## [Exercise requirements]
Find every line in the records below that holds the word "Amadeu", and copy it out.

Collected data
________________

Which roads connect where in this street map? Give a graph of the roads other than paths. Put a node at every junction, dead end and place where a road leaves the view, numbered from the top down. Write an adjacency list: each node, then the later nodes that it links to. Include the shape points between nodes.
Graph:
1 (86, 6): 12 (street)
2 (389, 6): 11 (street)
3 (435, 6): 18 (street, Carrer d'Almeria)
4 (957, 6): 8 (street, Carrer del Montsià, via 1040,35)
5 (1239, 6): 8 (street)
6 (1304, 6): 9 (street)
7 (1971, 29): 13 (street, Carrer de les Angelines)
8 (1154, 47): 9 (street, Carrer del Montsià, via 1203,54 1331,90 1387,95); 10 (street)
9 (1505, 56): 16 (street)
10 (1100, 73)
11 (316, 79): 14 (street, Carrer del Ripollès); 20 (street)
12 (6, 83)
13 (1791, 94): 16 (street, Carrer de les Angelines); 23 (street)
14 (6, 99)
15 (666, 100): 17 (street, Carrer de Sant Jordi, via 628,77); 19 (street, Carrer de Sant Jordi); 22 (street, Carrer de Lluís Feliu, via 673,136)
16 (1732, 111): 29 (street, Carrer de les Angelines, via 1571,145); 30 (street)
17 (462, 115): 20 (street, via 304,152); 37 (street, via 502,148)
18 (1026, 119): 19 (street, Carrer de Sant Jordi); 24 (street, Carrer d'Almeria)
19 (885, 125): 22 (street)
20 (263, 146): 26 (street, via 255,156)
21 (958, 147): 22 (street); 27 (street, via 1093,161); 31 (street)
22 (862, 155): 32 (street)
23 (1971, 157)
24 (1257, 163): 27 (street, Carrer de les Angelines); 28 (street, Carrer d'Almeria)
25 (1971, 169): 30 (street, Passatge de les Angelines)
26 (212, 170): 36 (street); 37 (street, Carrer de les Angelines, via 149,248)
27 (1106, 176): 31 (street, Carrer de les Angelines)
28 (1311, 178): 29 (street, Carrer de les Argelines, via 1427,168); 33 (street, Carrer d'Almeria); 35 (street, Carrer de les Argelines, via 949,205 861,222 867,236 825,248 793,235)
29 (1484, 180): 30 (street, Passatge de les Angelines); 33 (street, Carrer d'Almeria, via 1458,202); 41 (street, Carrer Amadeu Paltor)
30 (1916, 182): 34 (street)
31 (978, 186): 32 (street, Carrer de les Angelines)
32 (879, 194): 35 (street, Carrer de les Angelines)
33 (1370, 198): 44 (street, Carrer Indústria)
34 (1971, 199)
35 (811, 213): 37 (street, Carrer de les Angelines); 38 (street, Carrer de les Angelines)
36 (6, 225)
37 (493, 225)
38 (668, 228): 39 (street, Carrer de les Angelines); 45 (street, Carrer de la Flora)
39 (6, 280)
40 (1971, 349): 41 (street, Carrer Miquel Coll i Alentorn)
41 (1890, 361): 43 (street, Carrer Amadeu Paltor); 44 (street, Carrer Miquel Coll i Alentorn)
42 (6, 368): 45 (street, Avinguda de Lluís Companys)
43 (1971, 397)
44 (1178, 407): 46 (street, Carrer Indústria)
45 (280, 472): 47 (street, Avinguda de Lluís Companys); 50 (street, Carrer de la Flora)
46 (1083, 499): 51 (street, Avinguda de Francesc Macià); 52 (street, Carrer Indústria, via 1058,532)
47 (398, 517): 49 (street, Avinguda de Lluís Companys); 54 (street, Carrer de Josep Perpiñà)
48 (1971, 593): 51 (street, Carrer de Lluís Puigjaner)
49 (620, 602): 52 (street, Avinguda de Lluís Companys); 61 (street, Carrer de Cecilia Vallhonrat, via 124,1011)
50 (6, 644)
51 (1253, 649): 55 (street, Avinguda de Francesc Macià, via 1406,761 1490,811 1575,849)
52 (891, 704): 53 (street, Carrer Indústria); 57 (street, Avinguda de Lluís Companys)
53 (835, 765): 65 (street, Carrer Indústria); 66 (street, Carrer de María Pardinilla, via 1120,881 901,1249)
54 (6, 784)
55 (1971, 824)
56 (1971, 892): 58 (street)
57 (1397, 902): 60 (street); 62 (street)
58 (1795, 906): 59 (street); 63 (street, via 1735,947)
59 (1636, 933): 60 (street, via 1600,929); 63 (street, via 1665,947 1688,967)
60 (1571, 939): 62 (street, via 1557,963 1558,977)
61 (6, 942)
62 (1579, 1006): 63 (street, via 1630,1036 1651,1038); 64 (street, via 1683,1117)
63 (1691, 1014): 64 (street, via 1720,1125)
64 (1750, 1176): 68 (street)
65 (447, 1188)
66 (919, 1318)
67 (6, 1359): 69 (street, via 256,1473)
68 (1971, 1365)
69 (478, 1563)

________________

## [Output below]
29 (1484, 180): 30 (street, Passatge de les Angelines); 33 (street, Carrer d'Almeria, via 1458,202); 41 (street, Carrer Amadeu Paltor)
41 (1890, 361): 43 (street, Carrer Amadeu Paltor); 44 (street, Carrer Miquel Coll i Alentorn)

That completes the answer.